Pasamos las noches en blanco porque lo vemos todo negro, los príncipes azules cumplen años y se convierten en viejos verdes, y en estos tiempos las páginas salmón conviven con la prensa rosa y amarilla en los quioscos. Los colores hablan, sugieren y se asocian a situaciones o estados de ánimo, pero también engañan a la vista. Se convierten en santo y seña de algunos artistas, aunque en ocasiones se adentran en el terreno empresarial hasta convertirse en la base de más de un negocio. Si no, que se lo digan a Yves Klein o a los responsables de la empresa Pantone, encargada de velar por la ortodoxia cromática en el mundo de las artes gráficas, y culpables, en última instancia, de que el verde amarillento sea el color de moda para 2017. El artista Anish Kapoor nos recordó hace poco que los colores también se compran al adquirir los derechos del Vantablack, la sustancia más oscura que se conoce, que absorbe el 99,965% de la luz que incide sobre ella. Y, por supuesto, hay colores que trascienden su composición y se convierten en iconos inmortales. Como el rojo Ferrari, el azul Tiffany… o el verde Augusta, dado que, en este artículo, aunque no lo parezca, nos adentraremos en el mundo del golf.

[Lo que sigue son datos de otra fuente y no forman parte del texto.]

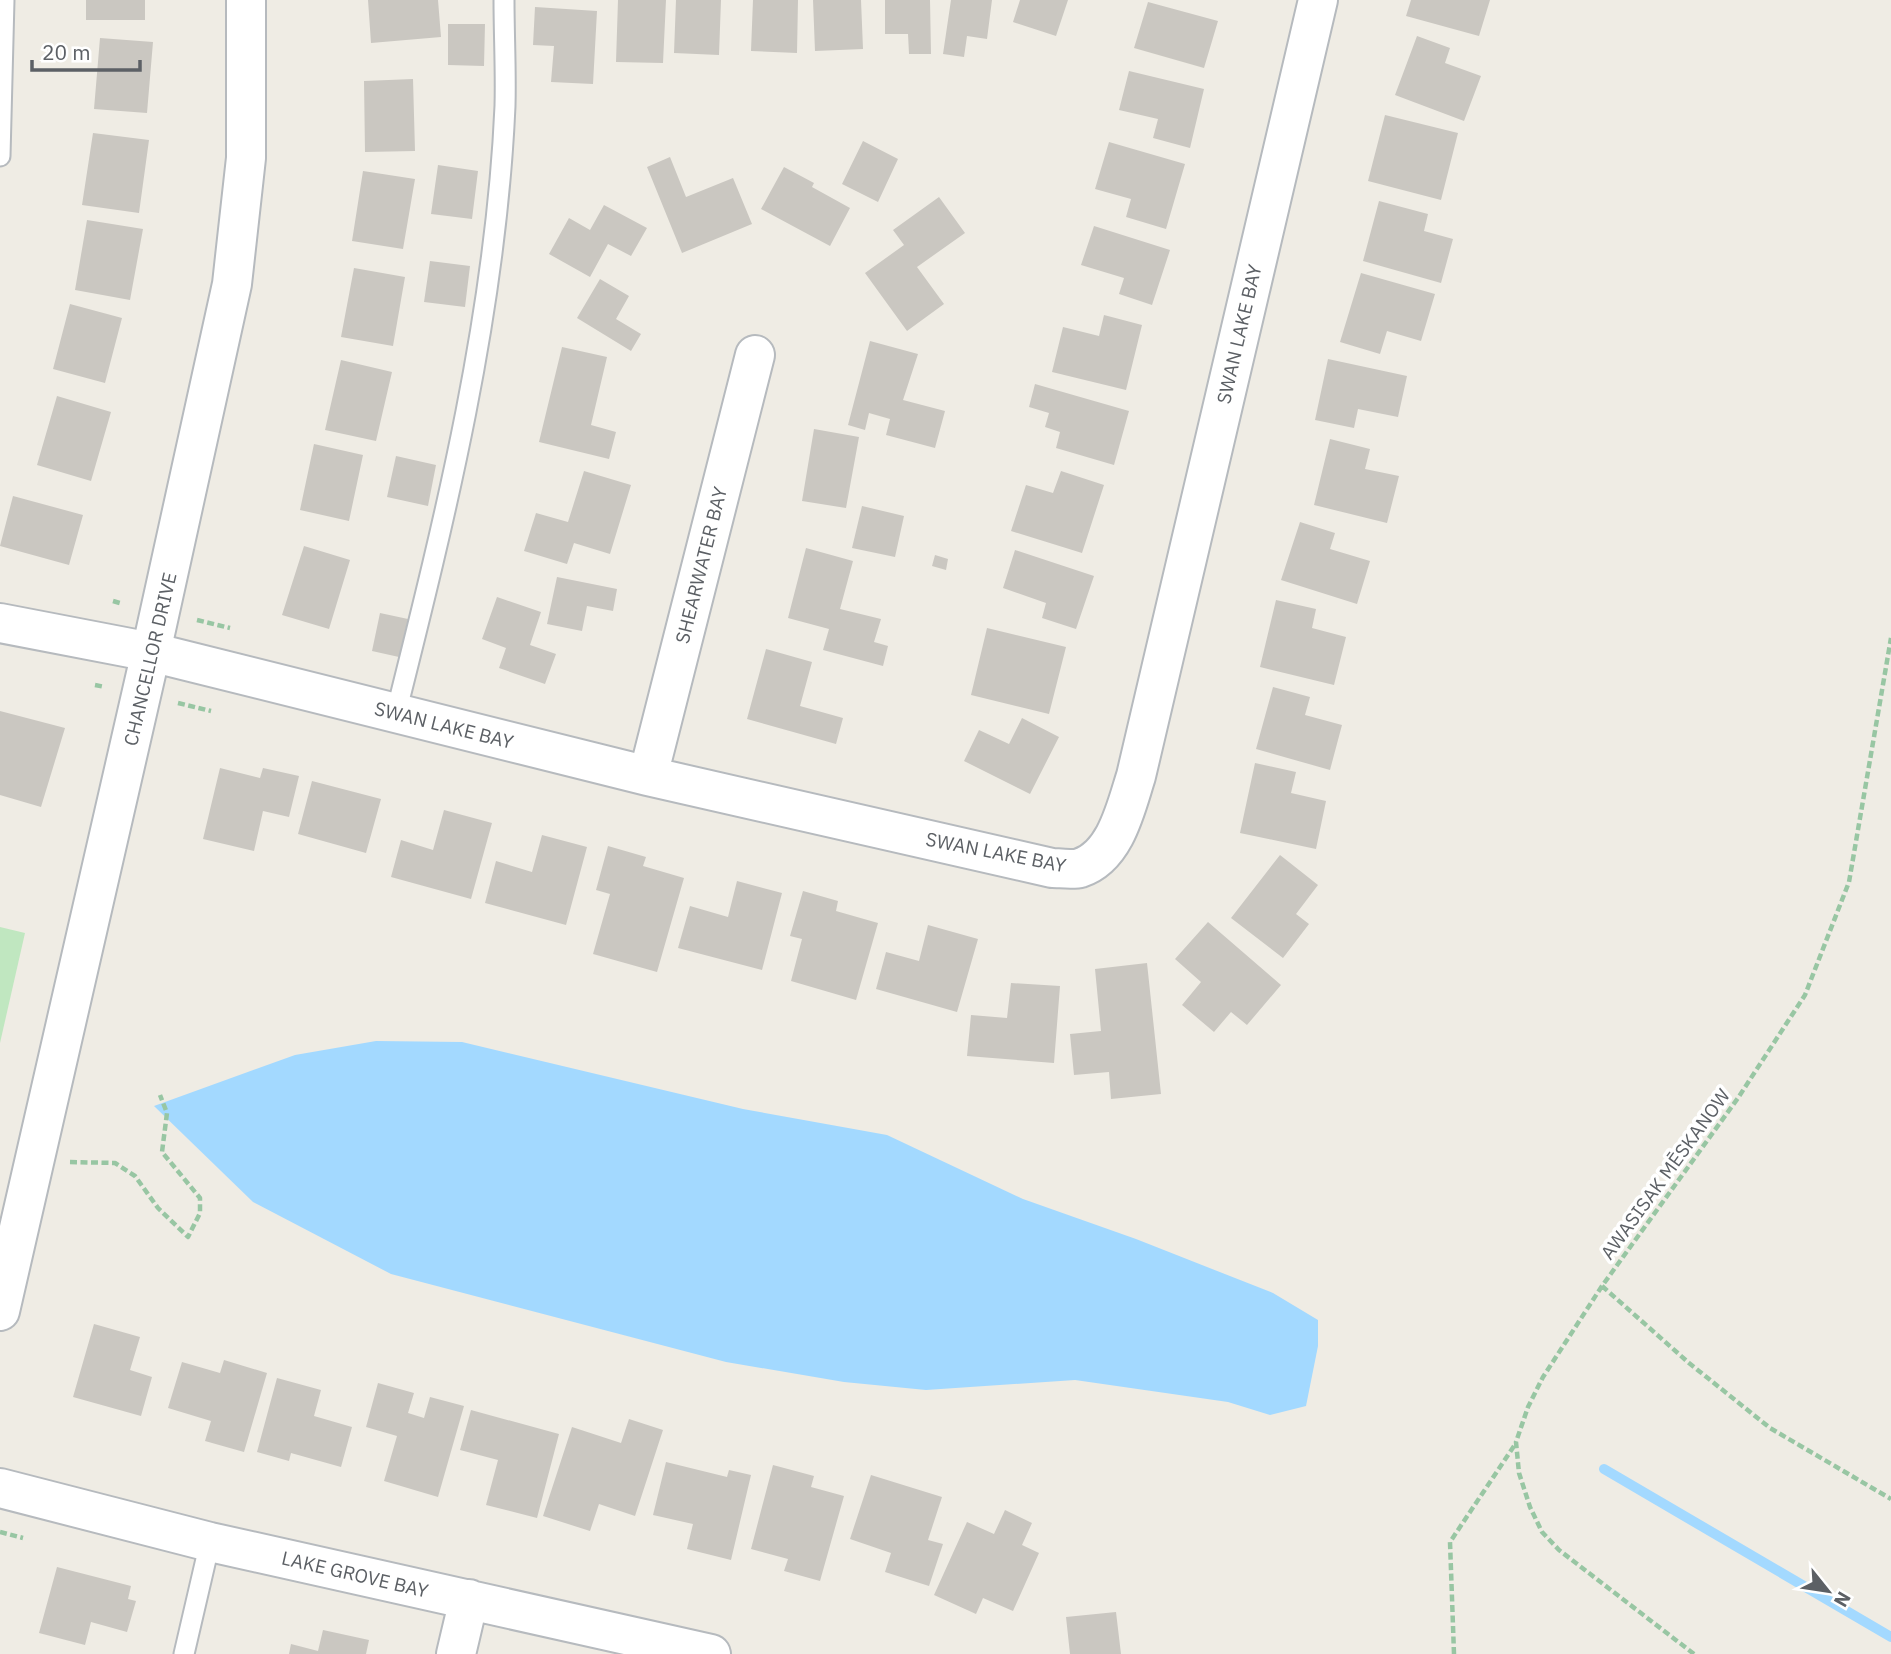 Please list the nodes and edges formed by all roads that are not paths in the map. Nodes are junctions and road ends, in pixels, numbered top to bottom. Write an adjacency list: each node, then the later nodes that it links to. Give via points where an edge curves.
1 (4, 0): 5 (lane)
2 (246, 0): 8 (street, CHANCELLOR DRIVE, via 246,158 232,284)
3 (503, 0): 9 (lane, via 505,106 495,222 473,379 440,539)
4 (1318, 0): 10 (street, SWAN LAKE BAY, via 1136,776 1122,820 1102,853 1079,868 1052,868)
5 (0, 156)
6 (754, 355): 10 (street, SHEARWATER BAY)
7 (0, 623): 8 (street, SWAN LAKE BAY)
8 (152, 652): 9 (street, SWAN LAKE BAY); 11 (street, CHANCELLOR DRIVE)
9 (396, 713): 10 (street, SWAN LAKE BAY)
10 (648, 776)
11 (0, 1311)
12 (0, 1488): 13 (street, LAKE GROVE BAY)
13 (210, 1542): 14 (street, LAKE GROVE BAY); 15 (lane)
14 (469, 1599): 16 (street); 17 (street, LAKE GROVE BAY)
15 (184, 1654)
16 (456, 1654)
17 (711, 1654) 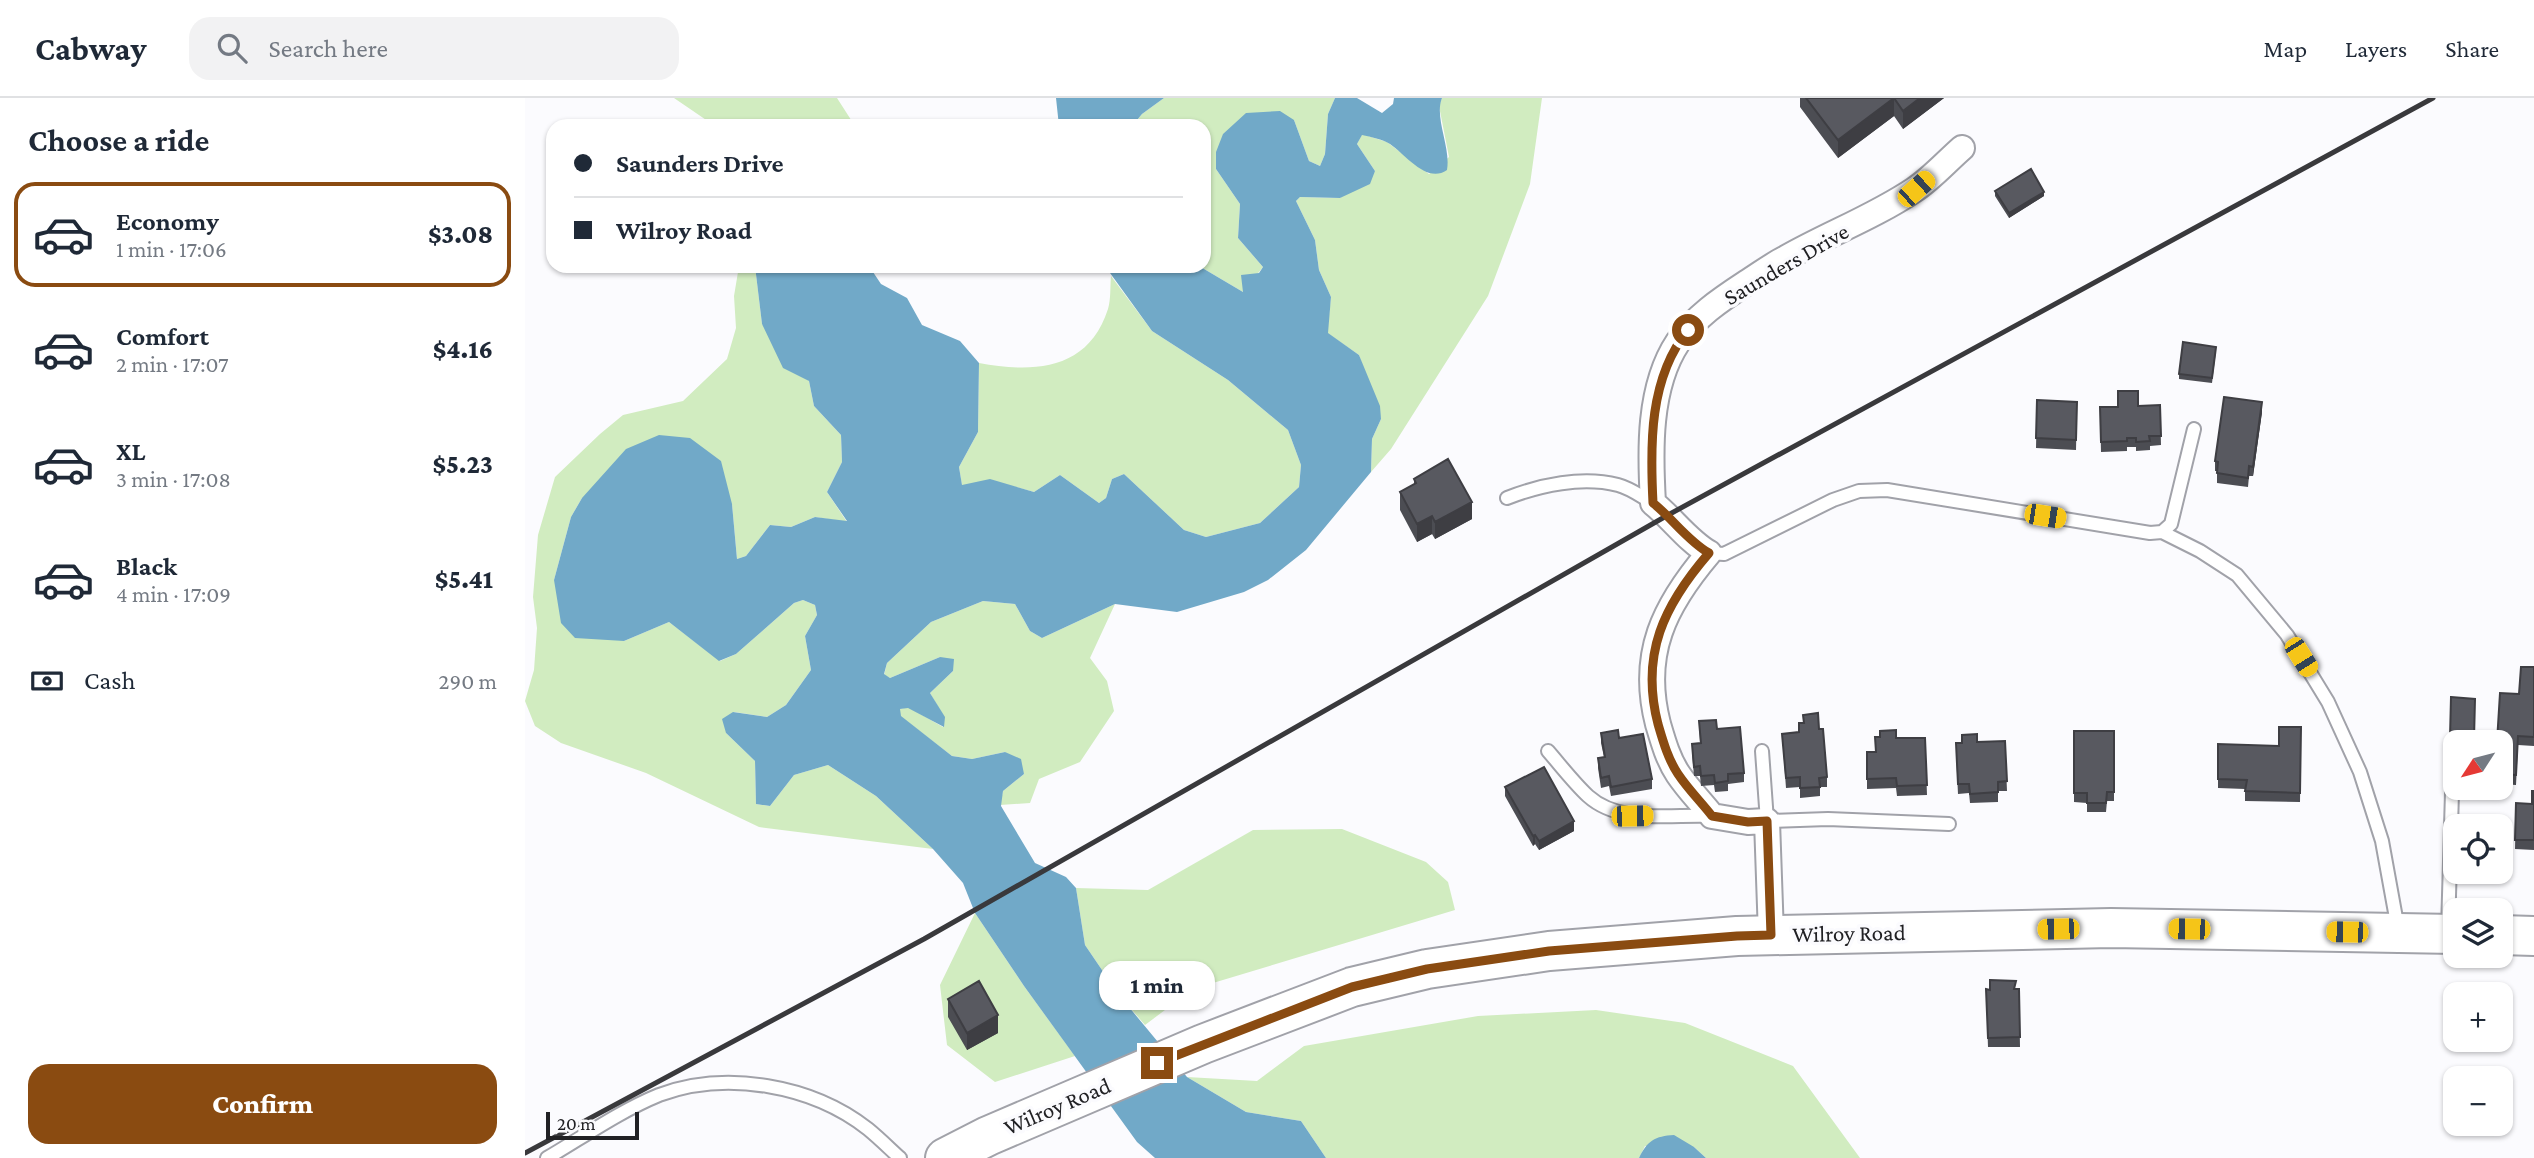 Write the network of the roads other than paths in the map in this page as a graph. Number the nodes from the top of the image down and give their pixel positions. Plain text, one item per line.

Desde las primeras muestras de arte rupestre hasta la actualidad, el color ha servido de herramienta y vehículo imprescindible para plasmar ideas, vivencias y sensaciones. Independientemente de la técnica empleada, cada estilo pictórico ha ido de la mano de una paleta de colores propia. Los matices, las líneas, las sombras, las manchas… todo ello otorga personalidad y carácter; todo ello ilumina y expresa la intención del autor. Pintores, dibujantes, paisajistas, cartelistas e incluso caricaturistas se han acercado al golf armados de talento para demostrarnos que su belleza escapa al escenario del juego; que el lienzo es digno destinatario de su tradición; que el pincel, esgrimido con habilidad, es tan eficaz como el driver más potente o el putter más sutil. Mientras tanto, otras disciplinas artísticas se veían constreñidas por las limitaciones técnicas y tuvieron que evolucionar para escapar del blanco y negro. La fotografía, el cine y la televisión nos mostraban inicialmente una realidad bitonal, donde solo los grises servían para destacar o matizar. Solo los testigos directos de la acción sabían si el campo era verde o pardo, si las indumentarias eran chillonas o discretas, si el gris del cielo que los demás veían en sus pantallas reflejaba la realidad o era un azul pobremente representado.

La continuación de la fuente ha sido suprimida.